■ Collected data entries
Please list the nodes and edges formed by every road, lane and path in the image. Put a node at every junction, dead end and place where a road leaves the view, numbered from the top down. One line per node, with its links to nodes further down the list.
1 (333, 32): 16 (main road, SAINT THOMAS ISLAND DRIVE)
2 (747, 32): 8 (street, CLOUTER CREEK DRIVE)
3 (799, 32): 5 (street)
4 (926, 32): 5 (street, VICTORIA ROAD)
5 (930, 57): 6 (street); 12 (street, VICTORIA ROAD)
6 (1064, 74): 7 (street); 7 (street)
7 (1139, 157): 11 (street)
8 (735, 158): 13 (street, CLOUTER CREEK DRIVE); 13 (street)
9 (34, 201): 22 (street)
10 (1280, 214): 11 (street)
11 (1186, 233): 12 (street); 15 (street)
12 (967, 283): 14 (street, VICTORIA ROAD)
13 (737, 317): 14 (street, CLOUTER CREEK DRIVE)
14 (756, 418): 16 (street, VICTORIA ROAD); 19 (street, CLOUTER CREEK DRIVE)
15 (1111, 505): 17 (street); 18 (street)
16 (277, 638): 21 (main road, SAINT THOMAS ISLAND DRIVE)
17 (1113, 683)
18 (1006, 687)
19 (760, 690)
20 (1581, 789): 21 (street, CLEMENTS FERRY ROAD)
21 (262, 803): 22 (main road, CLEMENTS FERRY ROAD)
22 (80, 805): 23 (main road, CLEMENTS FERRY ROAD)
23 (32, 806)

■ What the exercise asks
Give every entry back unchanged. Leave none out.

■ Response to this task
Please list the nodes and edges formed by every road, lane and path in the image. Put a node at every junction, dead end and place where a road leaves the view, numbered from the top down. One line per node, with its links to nodes further down the list.
1 (333, 32): 16 (main road, SAINT THOMAS ISLAND DRIVE)
2 (747, 32): 8 (street, CLOUTER CREEK DRIVE)
3 (799, 32): 5 (street)
4 (926, 32): 5 (street, VICTORIA ROAD)
5 (930, 57): 6 (street); 12 (street, VICTORIA ROAD)
6 (1064, 74): 7 (street); 7 (street)
7 (1139, 157): 11 (street)
8 (735, 158): 13 (street, CLOUTER CREEK DRIVE); 13 (street)
9 (34, 201): 22 (street)
10 (1280, 214): 11 (street)
11 (1186, 233): 12 (street); 15 (street)
12 (967, 283): 14 (street, VICTORIA ROAD)
13 (737, 317): 14 (street, CLOUTER CREEK DRIVE)
14 (756, 418): 16 (street, VICTORIA ROAD); 19 (street, CLOUTER CREEK DRIVE)
15 (1111, 505): 17 (street); 18 (street)
16 (277, 638): 21 (main road, SAINT THOMAS ISLAND DRIVE)
17 (1113, 683)
18 (1006, 687)
19 (760, 690)
20 (1581, 789): 21 (street, CLEMENTS FERRY ROAD)
21 (262, 803): 22 (main road, CLEMENTS FERRY ROAD)
22 (80, 805): 23 (main road, CLEMENTS FERRY ROAD)
23 (32, 806)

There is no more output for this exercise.